Family | Speciality | Use Cases |
---|---|---|
T2 | Lowest Cost, General Purpose | Web Servers/Small DBs |
M4 | General Purpose | Application Servers |
C4 | Compute Optimized | CPU Intensive Apps/DBs |
R4 | Memory Optimized | Memory Intensive Apps/ DBs |
G2 | Graphics/General Purpose GPU | Video Encoding, Machine Learning, 3D Application Streaming |
I2 | High Speed Storage | NoSQL DBs, Data Warehousing etc. |
F1 | Field programmable gate array | hardware acceleration for your code |
D2 | Dense storage | File Servers/Data Warehousing/Hadoop |
P2 | Graphics/General Purpose GPU | Machine Learning bitcoin mining etc. |
X1 | Memory Optimized | SAP HANA/Apache Spark etc. |
D - for Density
I - for IOPS
R - for RAM
T - for cheap general purpose(think of T2 Micro)
M - main choice for general purpose apps
C - for Compute
G - Graphics
F - FPGA
P - Graphics(think pics)
X - Extreme memory
Finally we are down to the term DR MC GIFT PX
- Allows you to create storage volumes and attach them to Amazon EC2 instances.
- Once attached, you can create a file system on top of these volumes, run a database, or use them in any other way you would use a block device.
- Amazon EBS volumes are places in specific Availability Zone, where they are automatically replicated to protect you from the failure of a single component.
- General Purpose SSD(GP2):
- General purpose, balances both price and performance.
- Ratio of 3 IOPS per GB with upto 10,000 IOPS and the ability to burst upto 3,000 IOPS for short periods for volumes < 334Gib and above
- Provisioned IOPS SSD(I01):
- Designed for I/O apps such as large relational or NoSQL databases.

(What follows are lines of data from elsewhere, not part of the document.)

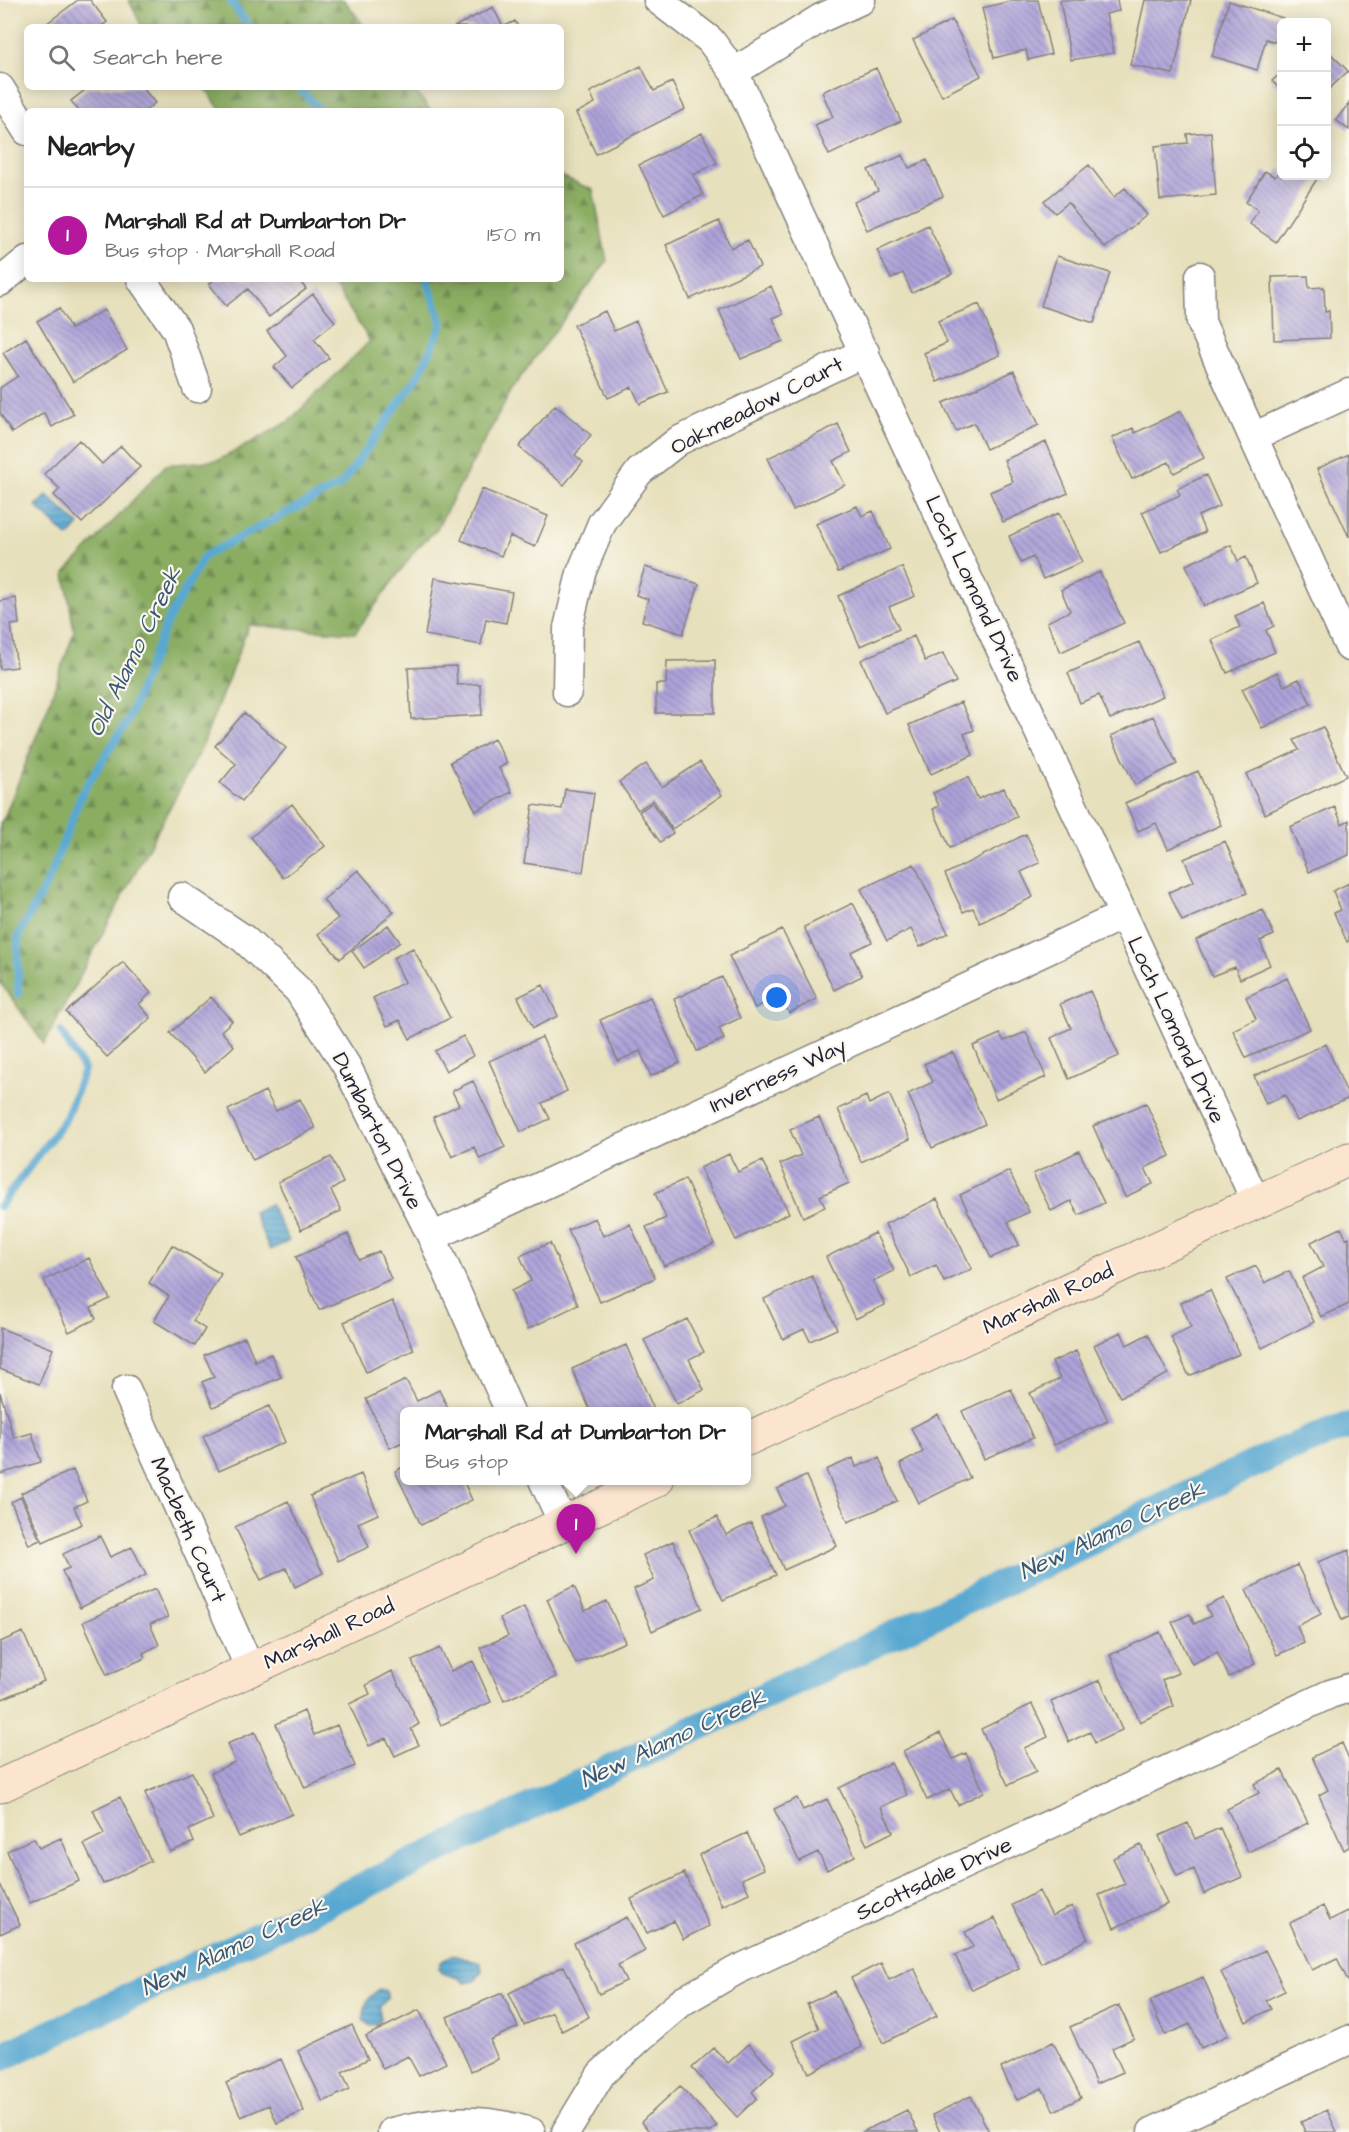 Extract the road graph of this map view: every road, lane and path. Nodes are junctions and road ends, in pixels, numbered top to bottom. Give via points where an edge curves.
1 (658, 0) edge
2 (861, 0) edge
3 (734, 72) junction
4 (0, 88) edge
5 (24, 127) edge
6 (24, 262) edge
7 (1200, 276) dead end
8 (0, 282) edge
9 (143, 282) edge
10 (865, 352) junction
11 (197, 388) dead end
12 (1349, 393) edge
13 (1253, 437) junction
14 (1349, 647) edge
15 (567, 692) dead end
16 (182, 897) dead end
17 (1123, 915) junction
18 (1349, 1159) edge
19 (1256, 1202) junction
20 (432, 1237) junction
21 (126, 1389) dead end
22 (508, 1407) edge
23 (751, 1437) edge
24 (545, 1485) edge
25 (646, 1485) edge
26 (563, 1523) junction
27 (251, 1671) junction
28 (1349, 1688) edge
29 (0, 1786) edge
30 (1349, 2040) edge
31 (1161, 2130) edge
32 (392, 2132) edge
33 (531, 2132) edge
34 (567, 2132) edge

1 - 3 street, Loch Lomond Drive via 710,40
2 - 3 street via 821,18
3 - 10 street, Loch Lomond Drive
4 - 5 street
6 - 8 street
7 - 13 street via 1201,322
9 - 11 street via 176,329
10 - 15 street, Oakmeadow Court via 678,441 639,472 602,523 581,573 568,628
10 - 17 street, Loch Lomond Drive
12 - 13 street
13 - 14 street
16 - 20 street, Dumbarton Drive via 244,939 298,990 346,1065
17 - 19 street, Loch Lomond Drive
17 - 20 street, Inverness Way
18 - 19 street, Marshall Road
19 - 23 street, Marshall Road
20 - 22 street, Dumbarton Drive
21 - 27 street, Macbeth Court
24 - 26 street
25 - 26 street, Marshall Road
26 - 27 street, Marshall Road
27 - 29 street, Marshall Road
28 - 34 street, Scottsdale Drive via 735,1971 683,2001 601,2074
30 - 31 street
32 - 33 street via 432,2122 476,2120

- Use if you need > 10,000 IOPS
- Can provision up to 20,000 IOPS per volume
- Throughput Optimized HDD(ST1):
- Used for big data, data warehouses, and log processing etc.
- Where data is written in sequence
- They cannot be boot volumes
- Cold HDD(SC1):
- Lowest cost storage for infrequently accessed workloads
- File server
- Cannot be a boot volume
- Magnetic(Standard):
- Lowest cost per gigabyte of all EBS volume types.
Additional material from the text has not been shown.